*** RECORDED DATA ***

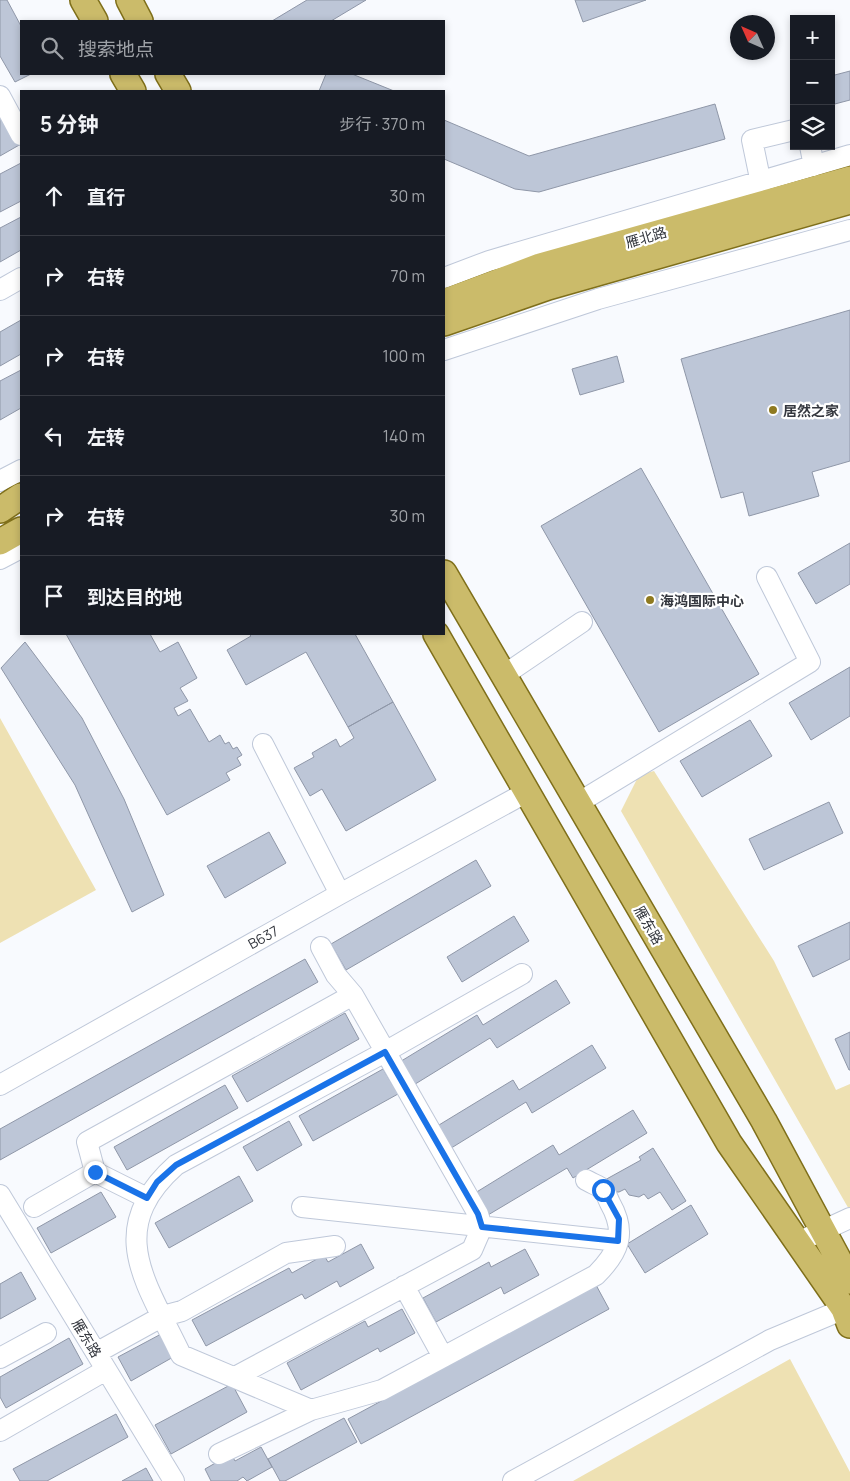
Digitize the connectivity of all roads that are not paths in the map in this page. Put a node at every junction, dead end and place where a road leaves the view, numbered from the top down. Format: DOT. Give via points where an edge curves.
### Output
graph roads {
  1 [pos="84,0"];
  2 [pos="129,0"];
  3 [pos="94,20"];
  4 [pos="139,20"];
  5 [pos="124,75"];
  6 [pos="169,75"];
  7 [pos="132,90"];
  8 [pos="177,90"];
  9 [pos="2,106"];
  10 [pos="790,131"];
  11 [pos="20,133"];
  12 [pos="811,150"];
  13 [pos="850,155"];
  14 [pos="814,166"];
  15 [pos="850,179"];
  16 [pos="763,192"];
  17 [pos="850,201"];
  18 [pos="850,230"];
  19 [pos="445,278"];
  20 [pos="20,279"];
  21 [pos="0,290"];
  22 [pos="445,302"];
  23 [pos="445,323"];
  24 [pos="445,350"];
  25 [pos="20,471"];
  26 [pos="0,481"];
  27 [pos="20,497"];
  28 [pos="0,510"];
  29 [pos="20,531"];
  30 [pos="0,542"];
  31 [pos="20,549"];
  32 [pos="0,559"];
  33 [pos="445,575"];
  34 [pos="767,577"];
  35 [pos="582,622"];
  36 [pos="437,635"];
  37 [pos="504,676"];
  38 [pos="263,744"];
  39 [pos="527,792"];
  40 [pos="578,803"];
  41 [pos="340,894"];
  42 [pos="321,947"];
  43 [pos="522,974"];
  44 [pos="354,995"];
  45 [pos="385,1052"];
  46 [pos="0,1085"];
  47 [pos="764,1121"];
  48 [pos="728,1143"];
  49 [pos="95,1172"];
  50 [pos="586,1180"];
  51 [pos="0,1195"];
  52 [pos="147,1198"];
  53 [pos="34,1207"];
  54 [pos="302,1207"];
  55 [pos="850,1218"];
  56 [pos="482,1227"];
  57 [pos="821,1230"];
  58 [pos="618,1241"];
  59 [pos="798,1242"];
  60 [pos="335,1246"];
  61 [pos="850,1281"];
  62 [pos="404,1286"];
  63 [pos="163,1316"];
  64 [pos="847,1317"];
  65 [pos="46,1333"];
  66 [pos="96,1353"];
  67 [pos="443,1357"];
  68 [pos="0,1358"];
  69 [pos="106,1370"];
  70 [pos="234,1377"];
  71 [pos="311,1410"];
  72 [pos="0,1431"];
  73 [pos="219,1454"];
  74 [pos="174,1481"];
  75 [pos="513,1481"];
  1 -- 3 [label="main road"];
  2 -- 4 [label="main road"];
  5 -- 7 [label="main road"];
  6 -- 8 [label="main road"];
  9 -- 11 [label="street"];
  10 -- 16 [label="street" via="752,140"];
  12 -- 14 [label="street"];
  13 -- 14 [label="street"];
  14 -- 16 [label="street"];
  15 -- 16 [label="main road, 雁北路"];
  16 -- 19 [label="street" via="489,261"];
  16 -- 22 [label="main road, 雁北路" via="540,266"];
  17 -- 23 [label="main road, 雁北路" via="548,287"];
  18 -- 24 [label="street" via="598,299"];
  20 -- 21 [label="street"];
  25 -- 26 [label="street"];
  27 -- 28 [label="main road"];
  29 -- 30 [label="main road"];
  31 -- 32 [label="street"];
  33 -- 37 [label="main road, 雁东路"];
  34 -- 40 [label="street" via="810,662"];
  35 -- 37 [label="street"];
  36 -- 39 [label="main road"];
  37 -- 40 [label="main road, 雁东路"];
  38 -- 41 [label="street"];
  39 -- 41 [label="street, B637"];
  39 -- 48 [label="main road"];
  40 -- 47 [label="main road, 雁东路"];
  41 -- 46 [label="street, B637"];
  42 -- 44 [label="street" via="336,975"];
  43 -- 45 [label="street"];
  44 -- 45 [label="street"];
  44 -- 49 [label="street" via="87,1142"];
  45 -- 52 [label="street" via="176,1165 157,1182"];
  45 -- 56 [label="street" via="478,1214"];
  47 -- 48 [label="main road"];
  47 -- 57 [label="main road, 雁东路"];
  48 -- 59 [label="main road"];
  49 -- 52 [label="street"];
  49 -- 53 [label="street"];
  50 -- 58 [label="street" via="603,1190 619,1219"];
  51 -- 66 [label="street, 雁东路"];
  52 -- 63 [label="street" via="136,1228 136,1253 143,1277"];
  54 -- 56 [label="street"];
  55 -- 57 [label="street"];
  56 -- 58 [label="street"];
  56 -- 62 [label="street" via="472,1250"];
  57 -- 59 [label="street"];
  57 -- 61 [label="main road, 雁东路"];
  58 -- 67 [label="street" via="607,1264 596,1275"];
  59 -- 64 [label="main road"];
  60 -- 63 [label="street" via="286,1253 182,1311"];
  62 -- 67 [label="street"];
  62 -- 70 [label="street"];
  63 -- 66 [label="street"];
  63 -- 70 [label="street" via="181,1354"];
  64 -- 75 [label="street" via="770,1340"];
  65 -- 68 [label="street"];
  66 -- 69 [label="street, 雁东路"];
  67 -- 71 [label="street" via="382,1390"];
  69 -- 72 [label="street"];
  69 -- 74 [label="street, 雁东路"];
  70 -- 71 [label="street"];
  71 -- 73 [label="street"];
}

*** End of RECORDED DATA ***

*BRIEF*.
Omit the pictures and repeat the rest of the listing verbatim.

*PROBLEM SOLUTION*.
Digitize the connectivity of all roads that are not paths in the map in this page. Put a node at every junction, dead end and place where a road leaves the view, numbered from the top down. Format: DOT. Give via points where an edge curves.
### Output
graph roads {
  1 [pos="84,0"];
  2 [pos="129,0"];
  3 [pos="94,20"];
  4 [pos="139,20"];
  5 [pos="124,75"];
  6 [pos="169,75"];
  7 [pos="132,90"];
  8 [pos="177,90"];
  9 [pos="2,106"];
  10 [pos="790,131"];
  11 [pos="20,133"];
  12 [pos="811,150"];
  13 [pos="850,155"];
  14 [pos="814,166"];
  15 [pos="850,179"];
  16 [pos="763,192"];
  17 [pos="850,201"];
  18 [pos="850,230"];
  19 [pos="445,278"];
  20 [pos="20,279"];
  21 [pos="0,290"];
  22 [pos="445,302"];
  23 [pos="445,323"];
  24 [pos="445,350"];
  25 [pos="20,471"];
  26 [pos="0,481"];
  27 [pos="20,497"];
  28 [pos="0,510"];
  29 [pos="20,531"];
  30 [pos="0,542"];
  31 [pos="20,549"];
  32 [pos="0,559"];
  33 [pos="445,575"];
  34 [pos="767,577"];
  35 [pos="582,622"];
  36 [pos="437,635"];
  37 [pos="504,676"];
  38 [pos="263,744"];
  39 [pos="527,792"];
  40 [pos="578,803"];
  41 [pos="340,894"];
  42 [pos="321,947"];
  43 [pos="522,974"];
  44 [pos="354,995"];
  45 [pos="385,1052"];
  46 [pos="0,1085"];
  47 [pos="764,1121"];
  48 [pos="728,1143"];
  49 [pos="95,1172"];
  50 [pos="586,1180"];
  51 [pos="0,1195"];
  52 [pos="147,1198"];
  53 [pos="34,1207"];
  54 [pos="302,1207"];
  55 [pos="850,1218"];
  56 [pos="482,1227"];
  57 [pos="821,1230"];
  58 [pos="618,1241"];
  59 [pos="798,1242"];
  60 [pos="335,1246"];
  61 [pos="850,1281"];
  62 [pos="404,1286"];
  63 [pos="163,1316"];
  64 [pos="847,1317"];
  65 [pos="46,1333"];
  66 [pos="96,1353"];
  67 [pos="443,1357"];
  68 [pos="0,1358"];
  69 [pos="106,1370"];
  70 [pos="234,1377"];
  71 [pos="311,1410"];
  72 [pos="0,1431"];
  73 [pos="219,1454"];
  74 [pos="174,1481"];
  75 [pos="513,1481"];
  1 -- 3 [label="main road"];
  2 -- 4 [label="main road"];
  5 -- 7 [label="main road"];
  6 -- 8 [label="main road"];
  9 -- 11 [label="street"];
  10 -- 16 [label="street" via="752,140"];
  12 -- 14 [label="street"];
  13 -- 14 [label="street"];
  14 -- 16 [label="street"];
  15 -- 16 [label="main road, 雁北路"];
  16 -- 19 [label="street" via="489,261"];
  16 -- 22 [label="main road, 雁北路" via="540,266"];
  17 -- 23 [label="main road, 雁北路" via="548,287"];
  18 -- 24 [label="street" via="598,299"];
  20 -- 21 [label="street"];
  25 -- 26 [label="street"];
  27 -- 28 [label="main road"];
  29 -- 30 [label="main road"];
  31 -- 32 [label="street"];
  33 -- 37 [label="main road, 雁东路"];
  34 -- 40 [label="street" via="810,662"];
  35 -- 37 [label="street"];
  36 -- 39 [label="main road"];
  37 -- 40 [label="main road, 雁东路"];
  38 -- 41 [label="street"];
  39 -- 41 [label="street, B637"];
  39 -- 48 [label="main road"];
  40 -- 47 [label="main road, 雁东路"];
  41 -- 46 [label="street, B637"];
  42 -- 44 [label="street" via="336,975"];
  43 -- 45 [label="street"];
  44 -- 45 [label="street"];
  44 -- 49 [label="street" via="87,1142"];
  45 -- 52 [label="street" via="176,1165 157,1182"];
  45 -- 56 [label="street" via="478,1214"];
  47 -- 48 [label="main road"];
  47 -- 57 [label="main road, 雁东路"];
  48 -- 59 [label="main road"];
  49 -- 52 [label="street"];
  49 -- 53 [label="street"];
  50 -- 58 [label="street" via="603,1190 619,1219"];
  51 -- 66 [label="street, 雁东路"];
  52 -- 63 [label="street" via="136,1228 136,1253 143,1277"];
  54 -- 56 [label="street"];
  55 -- 57 [label="street"];
  56 -- 58 [label="street"];
  56 -- 62 [label="street" via="472,1250"];
  57 -- 59 [label="street"];
  57 -- 61 [label="main road, 雁东路"];
  58 -- 67 [label="street" via="607,1264 596,1275"];
  59 -- 64 [label="main road"];
  60 -- 63 [label="street" via="286,1253 182,1311"];
  62 -- 67 [label="street"];
  62 -- 70 [label="street"];
  63 -- 66 [label="street"];
  63 -- 70 [label="street" via="181,1354"];
  64 -- 75 [label="street" via="770,1340"];
  65 -- 68 [label="street"];
  66 -- 69 [label="street, 雁东路"];
  67 -- 71 [label="street" via="382,1390"];
  69 -- 72 [label="street"];
  69 -- 74 [label="street, 雁东路"];
  70 -- 71 [label="street"];
  71 -- 73 [label="street"];
}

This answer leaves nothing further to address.